Exercise details: This exercise calls for the records to be repeated in full, exactly as written.

Supplied records:
---+---

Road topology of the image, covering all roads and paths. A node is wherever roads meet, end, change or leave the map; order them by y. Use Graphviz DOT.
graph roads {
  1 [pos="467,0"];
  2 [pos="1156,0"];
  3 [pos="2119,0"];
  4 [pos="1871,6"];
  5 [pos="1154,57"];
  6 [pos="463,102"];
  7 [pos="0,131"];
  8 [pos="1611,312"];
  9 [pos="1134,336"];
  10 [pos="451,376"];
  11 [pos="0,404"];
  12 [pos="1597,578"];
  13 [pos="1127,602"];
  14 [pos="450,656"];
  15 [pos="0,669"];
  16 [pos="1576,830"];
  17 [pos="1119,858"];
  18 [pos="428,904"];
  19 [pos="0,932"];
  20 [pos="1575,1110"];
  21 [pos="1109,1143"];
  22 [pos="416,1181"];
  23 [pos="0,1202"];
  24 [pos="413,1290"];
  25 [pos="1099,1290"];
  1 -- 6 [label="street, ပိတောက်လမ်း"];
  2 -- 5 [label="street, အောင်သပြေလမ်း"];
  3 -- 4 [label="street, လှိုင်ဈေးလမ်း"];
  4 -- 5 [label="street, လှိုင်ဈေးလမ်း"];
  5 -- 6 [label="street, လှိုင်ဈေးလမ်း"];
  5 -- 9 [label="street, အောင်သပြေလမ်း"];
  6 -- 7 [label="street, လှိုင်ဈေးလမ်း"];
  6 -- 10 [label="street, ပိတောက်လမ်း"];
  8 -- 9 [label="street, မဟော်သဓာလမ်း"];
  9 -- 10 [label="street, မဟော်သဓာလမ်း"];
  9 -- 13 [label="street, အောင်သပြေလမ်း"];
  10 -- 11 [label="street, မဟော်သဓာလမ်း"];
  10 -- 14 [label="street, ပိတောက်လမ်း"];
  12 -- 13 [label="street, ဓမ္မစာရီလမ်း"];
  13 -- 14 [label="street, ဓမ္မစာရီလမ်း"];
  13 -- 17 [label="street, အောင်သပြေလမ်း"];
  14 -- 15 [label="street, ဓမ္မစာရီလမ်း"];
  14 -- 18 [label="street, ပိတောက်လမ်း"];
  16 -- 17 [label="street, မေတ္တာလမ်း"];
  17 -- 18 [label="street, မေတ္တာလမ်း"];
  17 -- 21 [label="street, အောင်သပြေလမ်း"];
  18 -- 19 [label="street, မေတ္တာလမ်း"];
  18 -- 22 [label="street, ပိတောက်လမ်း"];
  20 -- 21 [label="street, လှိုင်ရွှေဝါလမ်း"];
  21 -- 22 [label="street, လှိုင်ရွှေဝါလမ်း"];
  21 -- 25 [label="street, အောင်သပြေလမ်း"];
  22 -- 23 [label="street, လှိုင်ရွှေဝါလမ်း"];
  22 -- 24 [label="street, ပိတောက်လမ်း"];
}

---+---

Exercise result:
Road topology of the image, covering all roads and paths. A node is wherever roads meet, end, change or leave the map; order them by y. Use Graphviz DOT.
graph roads {
  1 [pos="467,0"];
  2 [pos="1156,0"];
  3 [pos="2119,0"];
  4 [pos="1871,6"];
  5 [pos="1154,57"];
  6 [pos="463,102"];
  7 [pos="0,131"];
  8 [pos="1611,312"];
  9 [pos="1134,336"];
  10 [pos="451,376"];
  11 [pos="0,404"];
  12 [pos="1597,578"];
  13 [pos="1127,602"];
  14 [pos="450,656"];
  15 [pos="0,669"];
  16 [pos="1576,830"];
  17 [pos="1119,858"];
  18 [pos="428,904"];
  19 [pos="0,932"];
  20 [pos="1575,1110"];
  21 [pos="1109,1143"];
  22 [pos="416,1181"];
  23 [pos="0,1202"];
  24 [pos="413,1290"];
  25 [pos="1099,1290"];
  1 -- 6 [label="street, ပိတောက်လမ်း"];
  2 -- 5 [label="street, အောင်သပြေလမ်း"];
  3 -- 4 [label="street, လှိုင်ဈေးလမ်း"];
  4 -- 5 [label="street, လှိုင်ဈေးလမ်း"];
  5 -- 6 [label="street, လှိုင်ဈေးလမ်း"];
  5 -- 9 [label="street, အောင်သပြေလမ်း"];
  6 -- 7 [label="street, လှိုင်ဈေးလမ်း"];
  6 -- 10 [label="street, ပိတောက်လမ်း"];
  8 -- 9 [label="street, မဟော်သဓာလမ်း"];
  9 -- 10 [label="street, မဟော်သဓာလမ်း"];
  9 -- 13 [label="street, အောင်သပြေလမ်း"];
  10 -- 11 [label="street, မဟော်သဓာလမ်း"];
  10 -- 14 [label="street, ပိတောက်လမ်း"];
  12 -- 13 [label="street, ဓမ္မစာရီလမ်း"];
  13 -- 14 [label="street, ဓမ္မစာရီလမ်း"];
  13 -- 17 [label="street, အောင်သပြေလမ်း"];
  14 -- 15 [label="street, ဓမ္မစာရီလမ်း"];
  14 -- 18 [label="street, ပိတောက်လမ်း"];
  16 -- 17 [label="street, မေတ္တာလမ်း"];
  17 -- 18 [label="street, မေတ္တာလမ်း"];
  17 -- 21 [label="street, အောင်သပြေလမ်း"];
  18 -- 19 [label="street, မေတ္တာလမ်း"];
  18 -- 22 [label="street, ပိတောက်လမ်း"];
  20 -- 21 [label="street, လှိုင်ရွှေဝါလမ်း"];
  21 -- 22 [label="street, လှိုင်ရွှေဝါလမ်း"];
  21 -- 25 [label="street, အောင်သပြေလမ်း"];
  22 -- 23 [label="street, လှိုင်ရွှေဝါလမ်း"];
  22 -- 24 [label="street, ပိတောက်လမ်း"];
}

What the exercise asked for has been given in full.